== PROMPT ==
Find all the lines in the entries below that hold the word "Ватутина" and copy them.

[Saved data entries]
+++

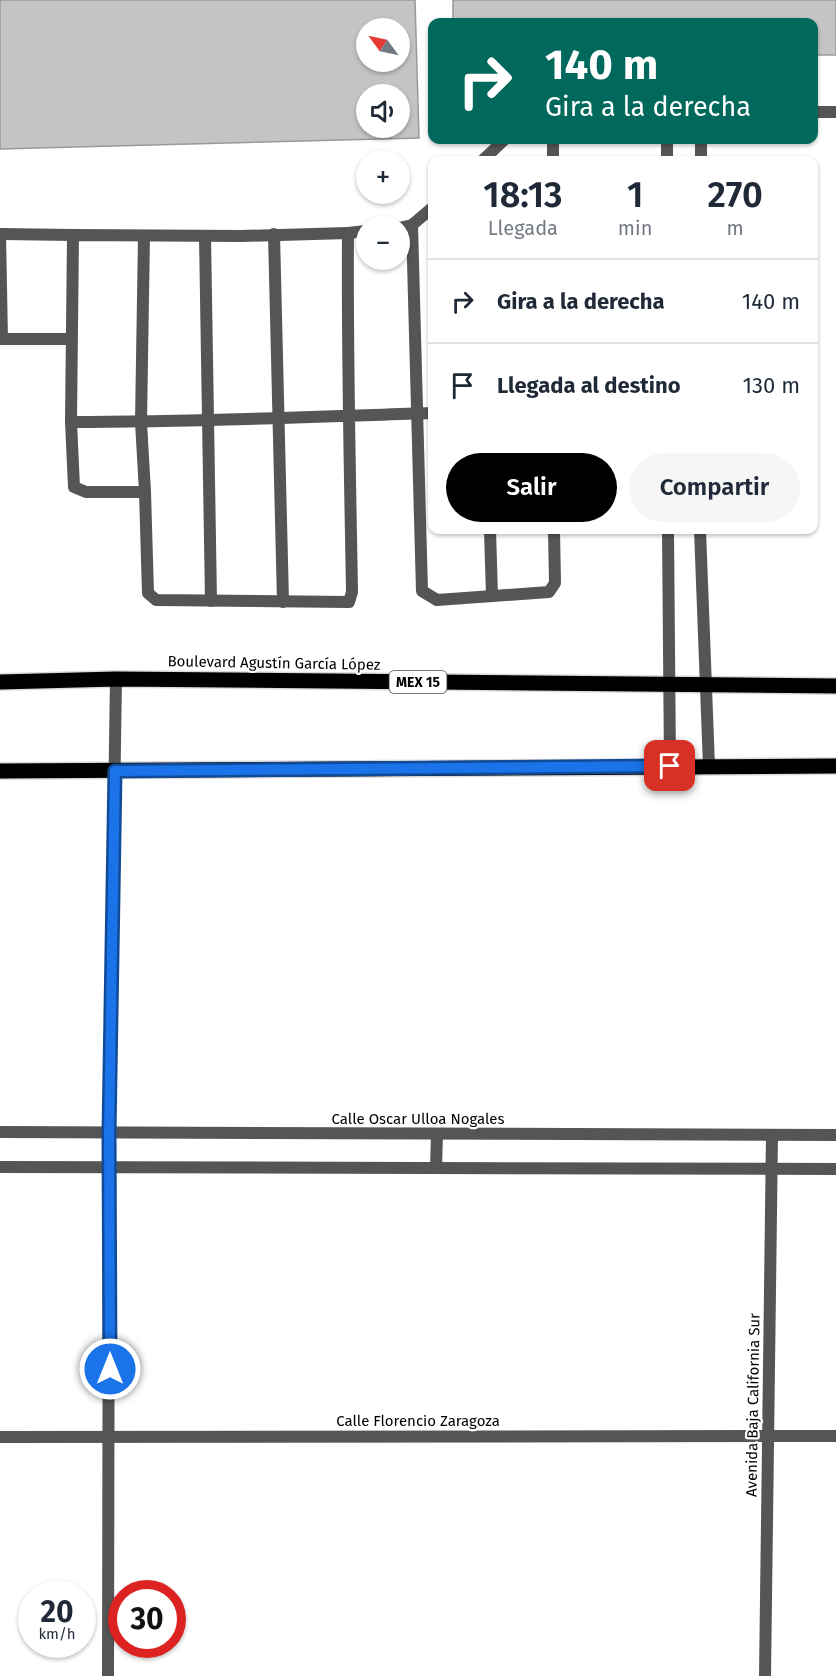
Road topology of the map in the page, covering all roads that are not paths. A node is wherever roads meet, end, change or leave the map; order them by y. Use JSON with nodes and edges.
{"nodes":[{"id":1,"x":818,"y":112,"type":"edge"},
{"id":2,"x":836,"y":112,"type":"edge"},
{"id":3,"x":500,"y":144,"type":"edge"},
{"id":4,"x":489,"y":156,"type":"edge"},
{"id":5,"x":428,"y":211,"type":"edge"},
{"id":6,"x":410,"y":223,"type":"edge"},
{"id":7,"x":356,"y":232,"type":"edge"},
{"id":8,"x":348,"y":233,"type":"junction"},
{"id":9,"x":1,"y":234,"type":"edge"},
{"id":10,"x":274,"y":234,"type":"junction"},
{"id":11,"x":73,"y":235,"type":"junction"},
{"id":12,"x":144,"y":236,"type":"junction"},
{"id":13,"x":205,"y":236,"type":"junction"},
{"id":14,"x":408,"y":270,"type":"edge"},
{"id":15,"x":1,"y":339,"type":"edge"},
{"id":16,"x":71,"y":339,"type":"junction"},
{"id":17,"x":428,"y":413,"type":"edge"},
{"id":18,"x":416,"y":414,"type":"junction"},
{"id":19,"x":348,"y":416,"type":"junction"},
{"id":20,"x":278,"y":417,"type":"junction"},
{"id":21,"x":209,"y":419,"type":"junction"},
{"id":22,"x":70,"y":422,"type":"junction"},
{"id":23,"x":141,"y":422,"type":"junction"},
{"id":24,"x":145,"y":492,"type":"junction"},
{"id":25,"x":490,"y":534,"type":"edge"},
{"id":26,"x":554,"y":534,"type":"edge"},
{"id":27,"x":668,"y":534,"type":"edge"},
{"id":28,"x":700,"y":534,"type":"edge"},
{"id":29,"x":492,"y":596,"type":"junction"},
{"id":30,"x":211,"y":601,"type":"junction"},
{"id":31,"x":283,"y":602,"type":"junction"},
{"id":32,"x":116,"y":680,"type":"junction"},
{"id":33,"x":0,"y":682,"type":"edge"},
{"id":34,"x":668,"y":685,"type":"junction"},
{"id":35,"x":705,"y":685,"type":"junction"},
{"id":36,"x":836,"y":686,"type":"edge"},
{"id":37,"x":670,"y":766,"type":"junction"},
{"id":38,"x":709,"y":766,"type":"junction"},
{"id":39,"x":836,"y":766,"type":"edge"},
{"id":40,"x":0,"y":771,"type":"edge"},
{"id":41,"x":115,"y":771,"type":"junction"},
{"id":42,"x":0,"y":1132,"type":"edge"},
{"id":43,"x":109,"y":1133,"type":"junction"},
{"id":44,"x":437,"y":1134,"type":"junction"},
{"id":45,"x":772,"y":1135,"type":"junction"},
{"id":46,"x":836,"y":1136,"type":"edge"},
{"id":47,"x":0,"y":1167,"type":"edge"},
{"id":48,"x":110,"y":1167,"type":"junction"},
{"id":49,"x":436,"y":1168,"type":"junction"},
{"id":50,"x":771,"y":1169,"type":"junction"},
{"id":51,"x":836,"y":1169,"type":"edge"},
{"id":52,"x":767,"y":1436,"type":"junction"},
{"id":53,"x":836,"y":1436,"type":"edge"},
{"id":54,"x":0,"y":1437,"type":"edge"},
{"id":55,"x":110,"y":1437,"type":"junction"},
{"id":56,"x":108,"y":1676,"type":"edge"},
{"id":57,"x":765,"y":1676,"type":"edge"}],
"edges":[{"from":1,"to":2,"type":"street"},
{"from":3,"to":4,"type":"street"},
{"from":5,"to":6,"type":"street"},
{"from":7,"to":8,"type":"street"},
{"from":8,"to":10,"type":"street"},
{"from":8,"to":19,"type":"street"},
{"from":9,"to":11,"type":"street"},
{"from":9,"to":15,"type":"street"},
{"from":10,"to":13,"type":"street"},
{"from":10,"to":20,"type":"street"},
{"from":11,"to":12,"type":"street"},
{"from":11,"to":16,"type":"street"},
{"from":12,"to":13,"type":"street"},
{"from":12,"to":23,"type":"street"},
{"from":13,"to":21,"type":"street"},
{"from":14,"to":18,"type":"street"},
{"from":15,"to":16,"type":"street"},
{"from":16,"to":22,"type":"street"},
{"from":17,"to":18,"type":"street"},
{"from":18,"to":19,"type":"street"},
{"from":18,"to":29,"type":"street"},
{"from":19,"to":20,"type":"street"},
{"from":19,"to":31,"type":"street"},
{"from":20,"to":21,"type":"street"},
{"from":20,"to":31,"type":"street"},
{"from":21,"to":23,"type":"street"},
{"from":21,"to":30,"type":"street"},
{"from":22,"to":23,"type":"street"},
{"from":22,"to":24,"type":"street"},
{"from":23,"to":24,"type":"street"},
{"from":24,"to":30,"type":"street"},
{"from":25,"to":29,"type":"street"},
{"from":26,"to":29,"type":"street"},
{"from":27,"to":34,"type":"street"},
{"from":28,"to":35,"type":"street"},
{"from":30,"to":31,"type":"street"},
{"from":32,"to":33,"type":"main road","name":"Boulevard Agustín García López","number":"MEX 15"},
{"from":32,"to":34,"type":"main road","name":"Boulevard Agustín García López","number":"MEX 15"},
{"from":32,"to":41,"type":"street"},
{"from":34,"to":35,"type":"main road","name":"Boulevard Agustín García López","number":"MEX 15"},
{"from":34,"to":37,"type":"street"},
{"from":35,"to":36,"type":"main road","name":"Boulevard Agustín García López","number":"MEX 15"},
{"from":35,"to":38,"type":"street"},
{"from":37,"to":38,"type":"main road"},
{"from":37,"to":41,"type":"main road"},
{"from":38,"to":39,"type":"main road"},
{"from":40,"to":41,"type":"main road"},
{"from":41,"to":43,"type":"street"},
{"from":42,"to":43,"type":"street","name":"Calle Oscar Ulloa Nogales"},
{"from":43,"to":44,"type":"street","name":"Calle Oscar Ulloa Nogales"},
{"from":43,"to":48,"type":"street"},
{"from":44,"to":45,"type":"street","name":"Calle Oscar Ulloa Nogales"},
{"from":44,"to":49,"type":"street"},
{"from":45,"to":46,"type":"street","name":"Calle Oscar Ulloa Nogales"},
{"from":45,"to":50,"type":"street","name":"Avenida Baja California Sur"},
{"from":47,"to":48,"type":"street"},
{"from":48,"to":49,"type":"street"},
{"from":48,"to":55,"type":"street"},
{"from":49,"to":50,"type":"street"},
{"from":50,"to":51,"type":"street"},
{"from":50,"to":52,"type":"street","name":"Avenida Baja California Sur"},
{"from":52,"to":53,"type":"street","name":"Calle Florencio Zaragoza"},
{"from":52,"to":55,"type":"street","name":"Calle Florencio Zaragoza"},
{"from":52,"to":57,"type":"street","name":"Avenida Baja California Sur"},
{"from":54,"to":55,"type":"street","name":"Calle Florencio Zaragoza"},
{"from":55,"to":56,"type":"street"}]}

+++

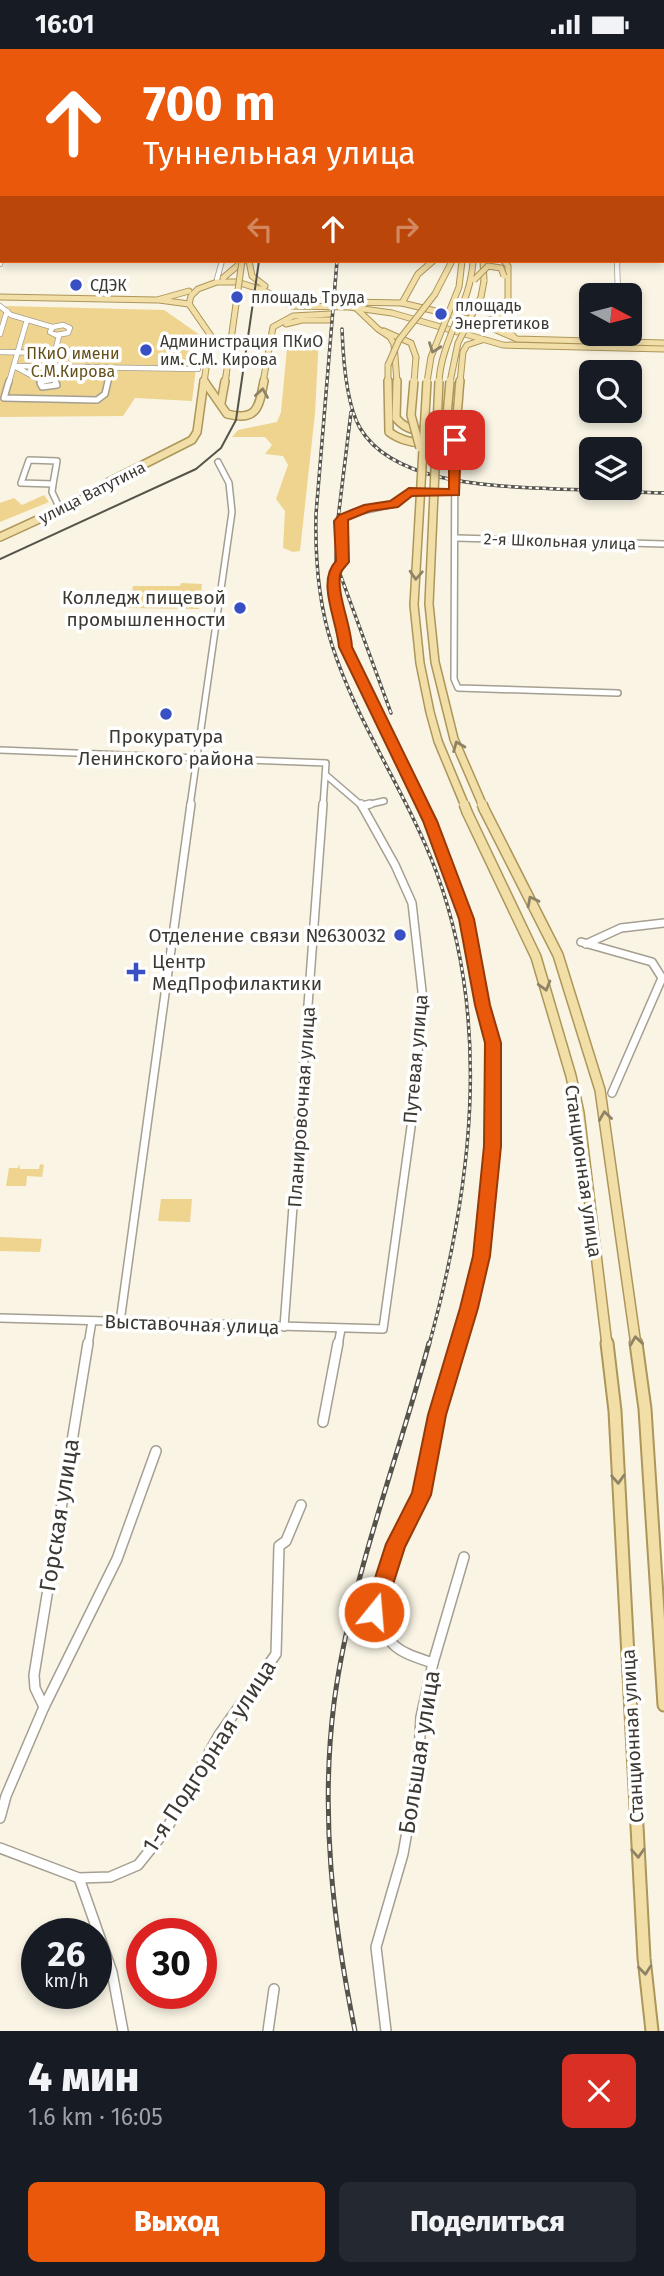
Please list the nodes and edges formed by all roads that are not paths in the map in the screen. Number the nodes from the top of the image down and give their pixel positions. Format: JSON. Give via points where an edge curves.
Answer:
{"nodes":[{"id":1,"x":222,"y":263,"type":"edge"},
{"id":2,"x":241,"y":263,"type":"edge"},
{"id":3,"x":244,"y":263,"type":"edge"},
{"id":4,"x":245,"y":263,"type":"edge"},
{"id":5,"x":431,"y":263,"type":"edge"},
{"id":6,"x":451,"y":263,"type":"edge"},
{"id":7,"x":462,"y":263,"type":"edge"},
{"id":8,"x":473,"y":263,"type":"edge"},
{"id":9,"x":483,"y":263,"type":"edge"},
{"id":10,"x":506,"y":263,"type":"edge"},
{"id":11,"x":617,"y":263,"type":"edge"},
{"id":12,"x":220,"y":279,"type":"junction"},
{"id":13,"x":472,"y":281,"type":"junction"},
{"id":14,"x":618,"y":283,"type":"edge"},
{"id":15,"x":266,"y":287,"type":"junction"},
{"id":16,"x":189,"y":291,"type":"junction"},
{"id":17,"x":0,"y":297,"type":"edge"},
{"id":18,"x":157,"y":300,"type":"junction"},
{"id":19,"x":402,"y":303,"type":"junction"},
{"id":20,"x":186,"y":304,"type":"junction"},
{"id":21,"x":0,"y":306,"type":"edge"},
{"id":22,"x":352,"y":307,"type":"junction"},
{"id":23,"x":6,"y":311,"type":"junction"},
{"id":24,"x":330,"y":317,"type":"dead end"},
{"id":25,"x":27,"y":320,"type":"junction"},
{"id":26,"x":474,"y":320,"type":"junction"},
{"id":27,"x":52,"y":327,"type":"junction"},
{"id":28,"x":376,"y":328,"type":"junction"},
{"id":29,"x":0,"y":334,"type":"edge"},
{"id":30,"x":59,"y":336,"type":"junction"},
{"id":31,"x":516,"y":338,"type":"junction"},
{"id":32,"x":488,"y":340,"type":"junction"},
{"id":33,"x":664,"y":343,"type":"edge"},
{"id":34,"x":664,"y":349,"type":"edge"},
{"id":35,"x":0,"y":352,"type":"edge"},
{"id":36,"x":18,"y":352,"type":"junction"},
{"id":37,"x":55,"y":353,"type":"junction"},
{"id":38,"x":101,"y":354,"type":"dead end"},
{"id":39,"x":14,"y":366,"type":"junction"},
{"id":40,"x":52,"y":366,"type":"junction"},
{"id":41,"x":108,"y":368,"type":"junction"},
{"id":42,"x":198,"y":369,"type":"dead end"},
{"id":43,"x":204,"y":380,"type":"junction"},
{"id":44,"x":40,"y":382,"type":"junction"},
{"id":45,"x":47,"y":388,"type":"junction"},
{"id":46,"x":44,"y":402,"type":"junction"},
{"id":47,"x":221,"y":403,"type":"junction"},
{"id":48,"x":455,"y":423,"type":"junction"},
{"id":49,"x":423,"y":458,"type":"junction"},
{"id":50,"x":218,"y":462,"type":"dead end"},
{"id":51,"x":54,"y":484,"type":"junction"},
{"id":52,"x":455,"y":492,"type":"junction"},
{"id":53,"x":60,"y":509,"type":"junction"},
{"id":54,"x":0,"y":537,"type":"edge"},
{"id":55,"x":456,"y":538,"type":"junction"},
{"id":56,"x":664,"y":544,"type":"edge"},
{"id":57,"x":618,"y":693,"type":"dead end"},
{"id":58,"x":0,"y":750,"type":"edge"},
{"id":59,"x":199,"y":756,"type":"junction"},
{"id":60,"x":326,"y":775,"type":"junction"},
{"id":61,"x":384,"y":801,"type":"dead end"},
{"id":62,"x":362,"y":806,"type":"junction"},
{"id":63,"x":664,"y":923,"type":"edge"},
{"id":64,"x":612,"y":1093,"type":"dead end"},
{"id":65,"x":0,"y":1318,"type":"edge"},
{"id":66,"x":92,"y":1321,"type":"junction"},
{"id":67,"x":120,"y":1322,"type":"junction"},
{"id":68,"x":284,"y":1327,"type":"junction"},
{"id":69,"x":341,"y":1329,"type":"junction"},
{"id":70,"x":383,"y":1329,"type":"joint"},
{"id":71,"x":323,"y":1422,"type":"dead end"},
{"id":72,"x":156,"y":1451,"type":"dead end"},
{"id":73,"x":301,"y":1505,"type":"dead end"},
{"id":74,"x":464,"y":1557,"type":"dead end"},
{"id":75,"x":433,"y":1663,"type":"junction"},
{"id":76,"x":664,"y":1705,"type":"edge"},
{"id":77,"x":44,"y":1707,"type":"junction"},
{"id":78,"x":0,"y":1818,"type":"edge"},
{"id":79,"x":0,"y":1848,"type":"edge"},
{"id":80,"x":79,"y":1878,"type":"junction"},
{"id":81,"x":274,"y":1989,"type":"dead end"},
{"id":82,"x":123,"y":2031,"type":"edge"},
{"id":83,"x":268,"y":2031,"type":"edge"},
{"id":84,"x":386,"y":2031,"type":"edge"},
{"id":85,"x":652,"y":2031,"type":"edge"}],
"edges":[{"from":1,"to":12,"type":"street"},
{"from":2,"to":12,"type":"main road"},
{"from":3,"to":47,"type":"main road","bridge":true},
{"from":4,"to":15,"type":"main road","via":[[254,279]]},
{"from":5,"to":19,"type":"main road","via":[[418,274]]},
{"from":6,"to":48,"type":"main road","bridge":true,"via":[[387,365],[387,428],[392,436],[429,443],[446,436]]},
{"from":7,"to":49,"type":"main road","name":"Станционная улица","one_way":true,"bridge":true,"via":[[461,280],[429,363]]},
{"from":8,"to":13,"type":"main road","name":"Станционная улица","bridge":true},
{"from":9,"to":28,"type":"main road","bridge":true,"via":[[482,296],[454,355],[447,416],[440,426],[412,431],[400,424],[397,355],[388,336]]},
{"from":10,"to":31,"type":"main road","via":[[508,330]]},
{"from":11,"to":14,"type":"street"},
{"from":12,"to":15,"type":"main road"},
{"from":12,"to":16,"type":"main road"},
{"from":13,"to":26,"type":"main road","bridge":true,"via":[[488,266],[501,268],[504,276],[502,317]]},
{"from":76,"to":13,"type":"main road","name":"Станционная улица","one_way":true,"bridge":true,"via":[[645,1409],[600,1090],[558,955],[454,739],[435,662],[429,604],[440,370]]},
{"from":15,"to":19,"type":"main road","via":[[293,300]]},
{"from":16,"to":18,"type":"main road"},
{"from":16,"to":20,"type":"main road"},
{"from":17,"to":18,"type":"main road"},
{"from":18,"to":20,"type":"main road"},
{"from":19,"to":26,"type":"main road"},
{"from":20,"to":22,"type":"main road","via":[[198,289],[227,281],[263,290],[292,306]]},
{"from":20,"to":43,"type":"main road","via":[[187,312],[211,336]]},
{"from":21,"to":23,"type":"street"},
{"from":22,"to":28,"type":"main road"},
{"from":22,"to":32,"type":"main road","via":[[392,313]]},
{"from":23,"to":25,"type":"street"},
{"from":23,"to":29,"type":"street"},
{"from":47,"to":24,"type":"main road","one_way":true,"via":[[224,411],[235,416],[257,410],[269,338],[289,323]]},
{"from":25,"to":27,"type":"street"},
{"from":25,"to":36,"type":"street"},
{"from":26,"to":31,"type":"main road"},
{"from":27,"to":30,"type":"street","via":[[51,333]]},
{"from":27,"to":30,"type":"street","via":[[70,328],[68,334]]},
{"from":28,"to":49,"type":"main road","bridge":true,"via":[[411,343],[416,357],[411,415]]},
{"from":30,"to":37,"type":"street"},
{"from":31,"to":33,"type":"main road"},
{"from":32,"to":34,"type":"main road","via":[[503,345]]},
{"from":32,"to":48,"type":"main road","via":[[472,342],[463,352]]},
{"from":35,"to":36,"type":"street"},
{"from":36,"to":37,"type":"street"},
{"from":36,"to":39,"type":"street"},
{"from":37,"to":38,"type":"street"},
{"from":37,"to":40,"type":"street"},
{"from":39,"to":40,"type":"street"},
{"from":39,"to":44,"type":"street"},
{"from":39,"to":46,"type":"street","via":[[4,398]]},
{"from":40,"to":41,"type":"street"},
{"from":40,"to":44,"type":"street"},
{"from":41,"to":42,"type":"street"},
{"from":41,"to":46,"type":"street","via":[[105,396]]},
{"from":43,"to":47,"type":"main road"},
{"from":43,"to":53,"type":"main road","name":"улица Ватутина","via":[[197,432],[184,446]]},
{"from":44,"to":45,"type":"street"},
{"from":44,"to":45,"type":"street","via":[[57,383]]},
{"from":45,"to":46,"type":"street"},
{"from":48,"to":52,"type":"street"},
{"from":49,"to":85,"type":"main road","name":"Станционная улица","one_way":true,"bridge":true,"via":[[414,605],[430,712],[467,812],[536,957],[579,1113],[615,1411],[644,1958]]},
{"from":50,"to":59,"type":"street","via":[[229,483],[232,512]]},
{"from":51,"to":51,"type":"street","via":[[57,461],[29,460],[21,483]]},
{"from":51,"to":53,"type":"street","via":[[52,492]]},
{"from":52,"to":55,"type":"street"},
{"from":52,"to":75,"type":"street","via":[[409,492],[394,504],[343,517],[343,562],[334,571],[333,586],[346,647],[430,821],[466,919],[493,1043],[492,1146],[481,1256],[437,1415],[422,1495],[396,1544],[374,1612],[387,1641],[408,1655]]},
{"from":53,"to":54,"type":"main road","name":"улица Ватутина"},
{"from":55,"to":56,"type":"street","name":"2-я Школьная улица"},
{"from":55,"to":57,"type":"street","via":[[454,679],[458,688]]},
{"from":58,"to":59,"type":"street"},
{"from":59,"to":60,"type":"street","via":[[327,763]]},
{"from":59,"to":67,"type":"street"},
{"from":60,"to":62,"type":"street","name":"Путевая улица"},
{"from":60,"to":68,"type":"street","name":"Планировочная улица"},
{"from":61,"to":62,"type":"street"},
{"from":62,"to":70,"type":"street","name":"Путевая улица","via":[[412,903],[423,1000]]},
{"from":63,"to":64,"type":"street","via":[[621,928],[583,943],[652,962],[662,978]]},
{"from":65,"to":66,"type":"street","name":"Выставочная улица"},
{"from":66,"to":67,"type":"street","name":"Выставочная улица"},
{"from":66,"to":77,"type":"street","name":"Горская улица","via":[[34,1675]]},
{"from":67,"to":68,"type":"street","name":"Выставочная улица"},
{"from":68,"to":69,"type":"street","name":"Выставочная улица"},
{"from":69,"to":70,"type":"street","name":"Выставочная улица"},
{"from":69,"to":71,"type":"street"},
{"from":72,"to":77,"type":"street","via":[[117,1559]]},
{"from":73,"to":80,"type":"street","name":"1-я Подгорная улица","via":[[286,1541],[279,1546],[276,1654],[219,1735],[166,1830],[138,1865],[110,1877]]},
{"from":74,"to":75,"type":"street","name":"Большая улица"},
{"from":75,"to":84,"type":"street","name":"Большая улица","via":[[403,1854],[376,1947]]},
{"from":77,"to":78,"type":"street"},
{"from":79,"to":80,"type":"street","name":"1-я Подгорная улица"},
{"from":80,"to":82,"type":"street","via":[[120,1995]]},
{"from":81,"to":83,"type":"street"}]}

+++

== RESULT BELOW ==
{"from":43,"to":53,"type":"main road","name":"улица Ватутина","via":[[197,432],[184,446]]},
{"from":53,"to":54,"type":"main road","name":"улица Ватутина"},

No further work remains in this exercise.